Teeb insulation between properties has been improved in the last 20 or so years and has to meet a certain specification. Our is detached so no noise, however all the houses on this development are traditionally built ie with bricks and internal walls are made from breeze blocks (a couple are stud walls). A lot of new builds are timber framed so it is worth asking.
The most important thing is to love, or learn to love, the home you're in and remember why you chose it.
Otherwise you just waste time and feel resentful about what you don't have instead of appreciating all the positives.
Period houses are lovely to look at. I like them.
But you've found a house near a station and that's worth shedloads every day both morning and night. The choice of schools is always at the top of any parents' wish list.
Your new home will be spacious, light, with a very useful utility room and it will have both a garage and a driveway.
You will have a building guarantee against major defects and guarantees for major items such as central heating and double glazing. Your home will have been constructed to comply with up to date building regulations and energy efficiency standards.
You won't have to remove anyone else's dubious taste in fittings and decor so you can spend your money on improvements and your own taste.
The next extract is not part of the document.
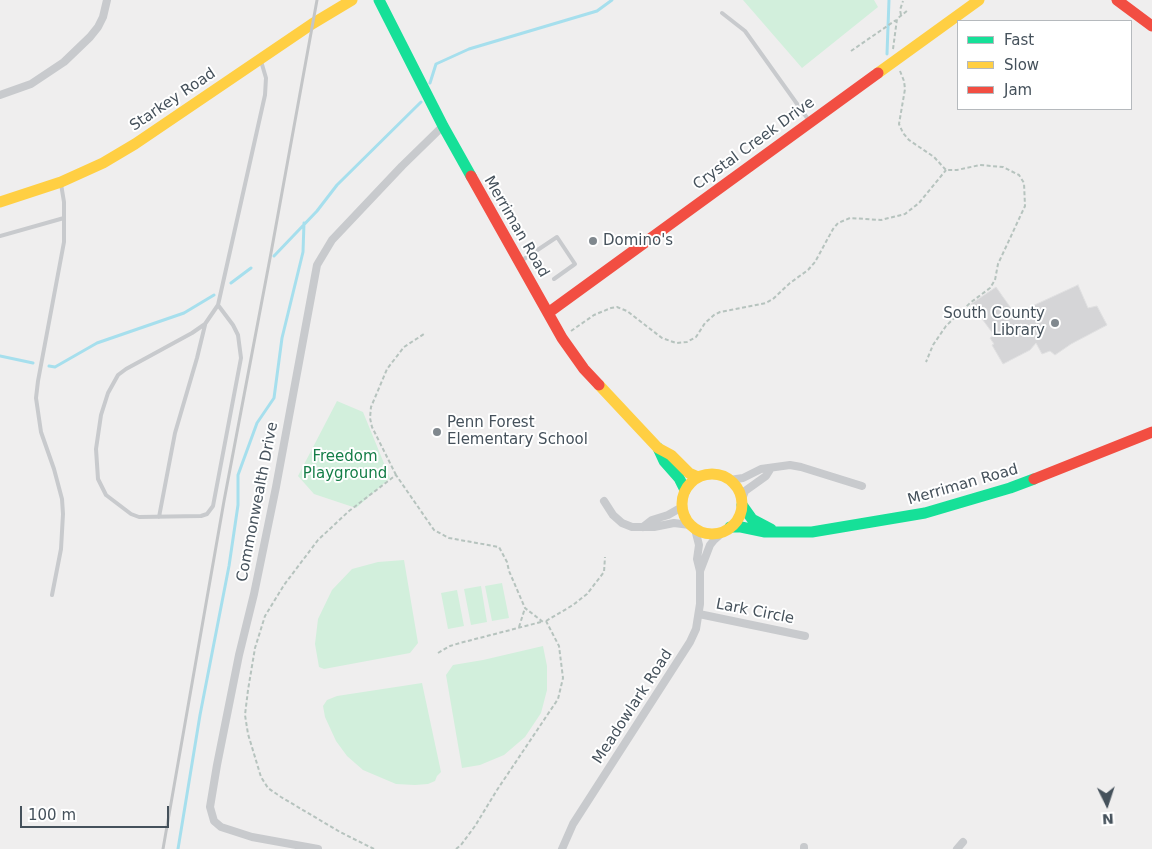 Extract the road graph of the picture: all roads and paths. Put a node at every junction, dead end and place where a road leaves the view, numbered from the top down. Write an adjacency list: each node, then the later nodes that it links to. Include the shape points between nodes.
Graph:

We had a new house by a good school when our DCs were small and it worked brilliantly for us as we formed some great friendships and so did the DCs.
Period homes are wonderful but often cost so much more to insure and maintain and don't always deliver on space, light and suitability for space and storage. We often see them through rose tinted spectacles.
Enjoy your home while it delivers to suit your needs and don't spoil it by wishing it delivered the same things but was a period property because if that existed, it wouldn't be located where you want to be or at a price you could afford.
Does that help?
We lived in period properties bought with heart rather than head ( and loved each if them but probably should have made more money on the way up the property ladder ). Bought once with our heads - newish build, ticked all the boxes . We hated it, so miserable. Sold up and are now back in a period property which costs loads because the jobs are never ending, but we love it!
I live in an old 19th Century farmhouse. It is a lovely house with big high rooms and a beautiful big garden/field but after 4 years I have started to really resent that all our money goes into upkeeping and updating the house. Everything just costs so much more money to fix. All my time goes on decorating and DIY and I have a mental list of things needing doing as long as your arm. It is expensive to insure and expensive to heat and most of the time it is cold.
I should've known this as we've always lived in a period doer-upper but I think I've just had enough.
They are building some lovely new houses just half a mile away and I really want one. We would have so much more time and money. DH is not budging. New builds can look just as amzing as older houses if you decorate them well.
i grew up in a period house, lovely to look at but cold in winter, stifling in summer etc.
we bought a new build off a smallish regional builder (Hopkins homes) and we have not had one snagging problem at all. we love our new build!
we researched, as we were worried about the new build horror stories too, and couldn't find one single bad review. wimpey taylor on the other hand...
which developer have you bought from?
I bought off Taylor Wimpey and I am very happy. I think the problems lie with site managers. Our site was shut twice due to incompetent site managers. Third one was excellent and helped us out loads. A few snagging issues but all little things.